Start of RECORDS

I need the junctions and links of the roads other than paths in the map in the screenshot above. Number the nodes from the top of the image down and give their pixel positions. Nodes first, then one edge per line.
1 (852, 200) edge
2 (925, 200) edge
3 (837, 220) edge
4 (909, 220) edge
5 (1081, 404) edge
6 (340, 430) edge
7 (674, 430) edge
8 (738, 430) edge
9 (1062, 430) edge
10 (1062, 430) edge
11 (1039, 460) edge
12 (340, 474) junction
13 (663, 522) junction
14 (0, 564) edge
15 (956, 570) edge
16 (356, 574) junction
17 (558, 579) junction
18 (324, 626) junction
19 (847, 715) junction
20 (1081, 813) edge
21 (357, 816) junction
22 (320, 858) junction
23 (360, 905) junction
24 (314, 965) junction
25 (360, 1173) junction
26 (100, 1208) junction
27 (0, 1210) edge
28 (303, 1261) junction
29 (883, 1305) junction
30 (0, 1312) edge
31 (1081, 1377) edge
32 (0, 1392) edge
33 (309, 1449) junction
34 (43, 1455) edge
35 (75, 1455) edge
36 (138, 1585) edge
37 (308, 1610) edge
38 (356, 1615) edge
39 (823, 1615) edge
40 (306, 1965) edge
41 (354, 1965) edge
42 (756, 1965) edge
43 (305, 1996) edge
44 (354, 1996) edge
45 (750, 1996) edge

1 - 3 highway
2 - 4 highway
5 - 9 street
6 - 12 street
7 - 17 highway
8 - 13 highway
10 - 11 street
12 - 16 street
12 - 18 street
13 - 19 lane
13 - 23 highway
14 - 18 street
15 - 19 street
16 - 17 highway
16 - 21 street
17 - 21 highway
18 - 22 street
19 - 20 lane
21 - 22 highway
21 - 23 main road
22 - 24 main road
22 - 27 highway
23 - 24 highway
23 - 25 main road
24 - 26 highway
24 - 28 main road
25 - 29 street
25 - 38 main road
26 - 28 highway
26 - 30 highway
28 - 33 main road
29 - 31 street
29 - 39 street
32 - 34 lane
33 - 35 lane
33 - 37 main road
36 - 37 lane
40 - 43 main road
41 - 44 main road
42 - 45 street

End of RECORDS
Start of RECORDS

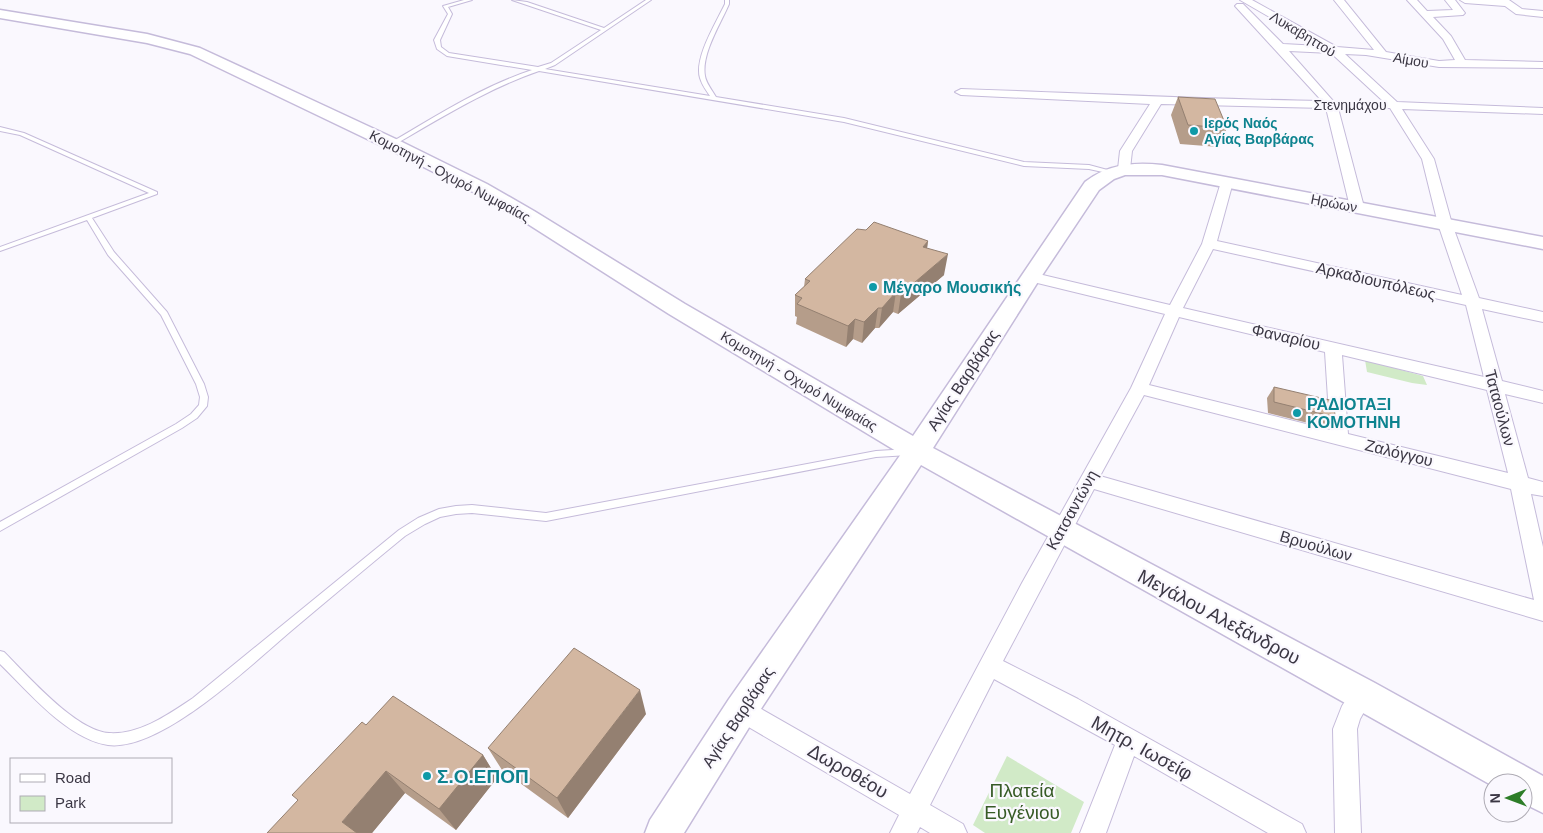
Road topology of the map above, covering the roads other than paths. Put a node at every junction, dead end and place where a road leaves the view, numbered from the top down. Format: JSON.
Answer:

End of RECORDS
Start of RECORDS

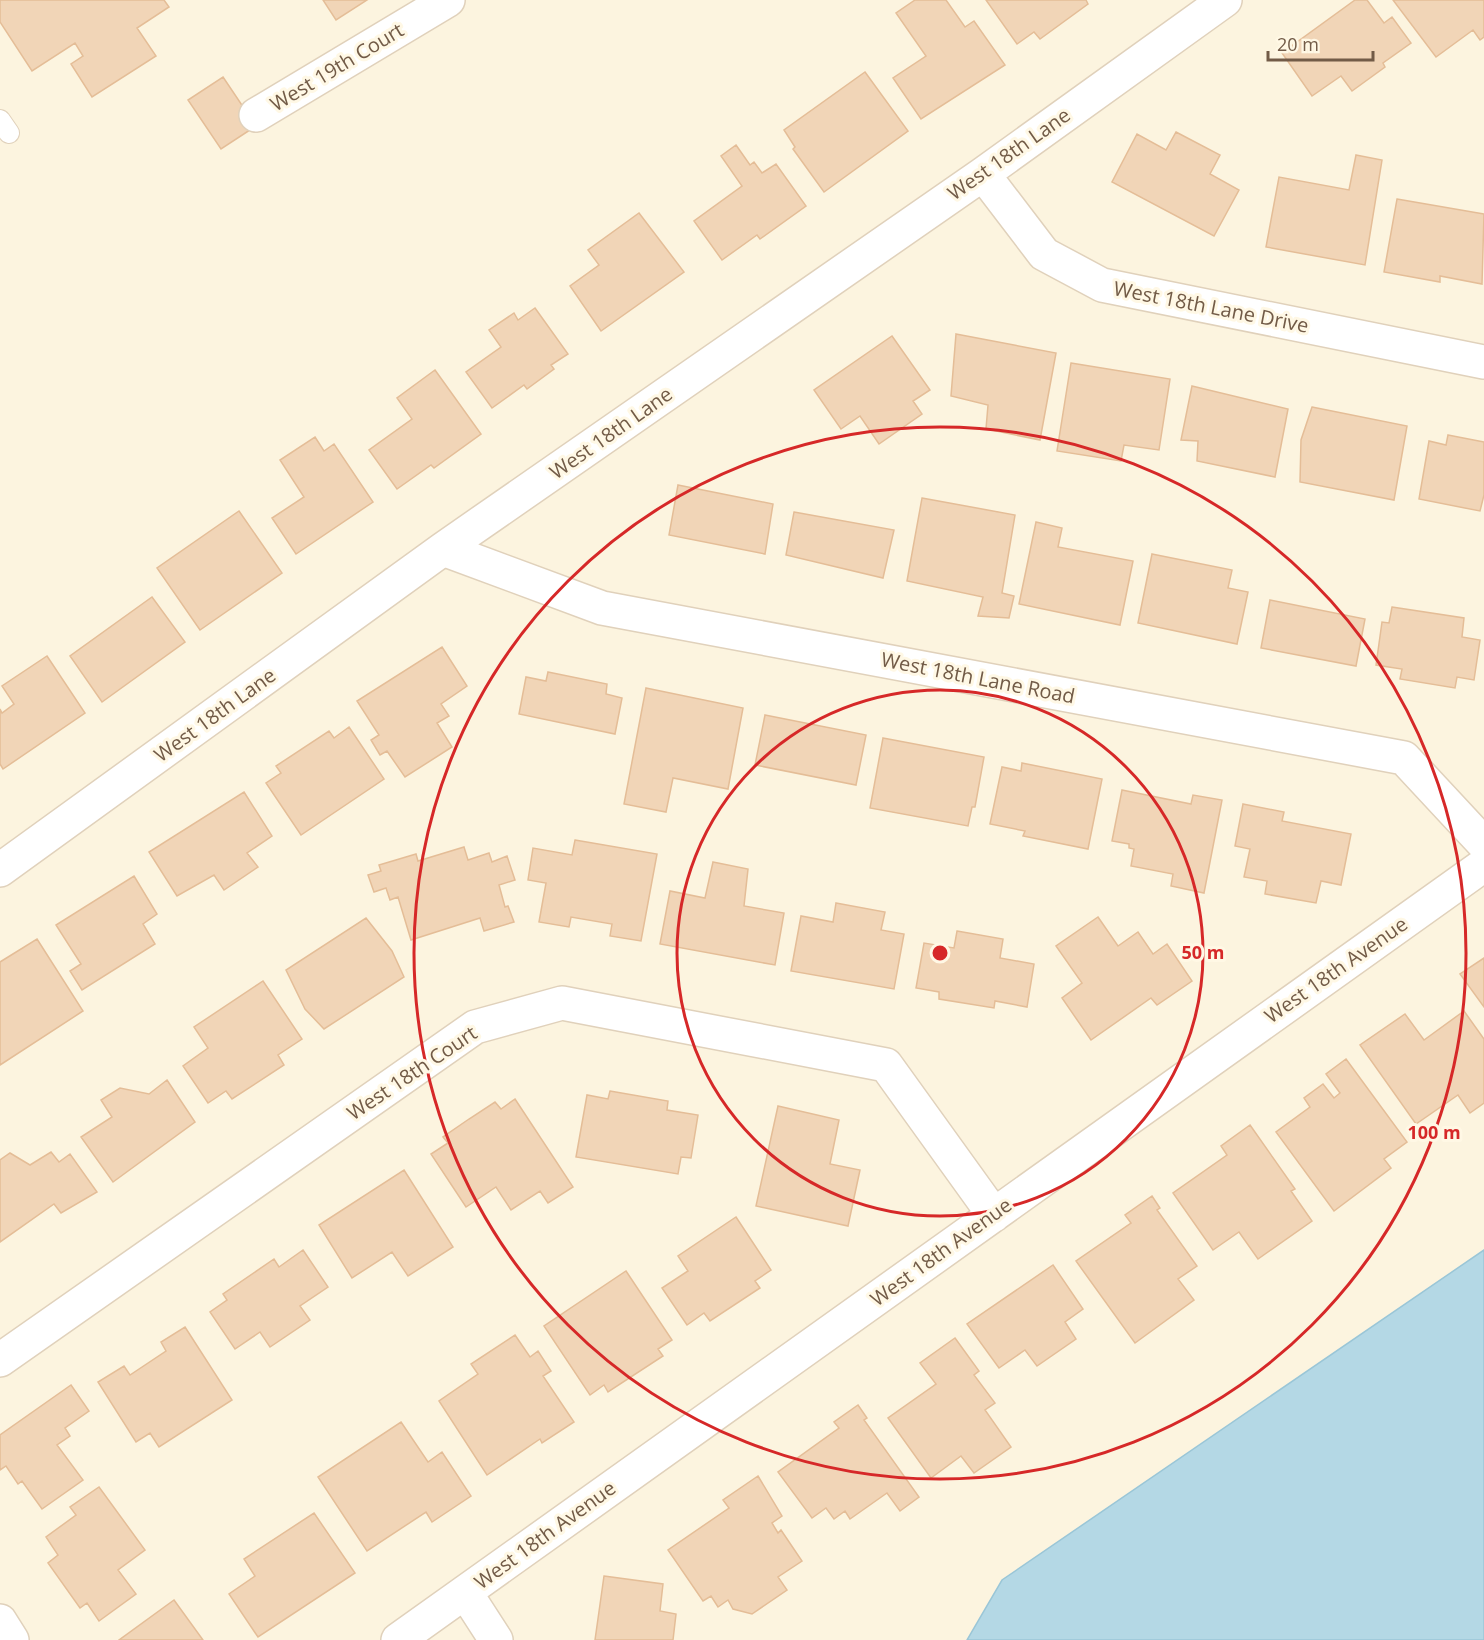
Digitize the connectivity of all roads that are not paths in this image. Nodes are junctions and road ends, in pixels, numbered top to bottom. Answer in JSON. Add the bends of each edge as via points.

End of RECORDS

▸ WORK TASK
Copy every single line of the material above that holds "numbered".

▸ WRITTEN SOLUTION
Road topology of the map above, covering the roads other than paths. Put a node at every junction, dead end and place where a road leaves the view, numbered from the top down. Format: JSON.
Digitize the connectivity of all roads that are not paths in this image. Nodes are junctions and road ends, in pixels, numbered top to bottom. Answer in JSON. Add the bends of each edge as via points.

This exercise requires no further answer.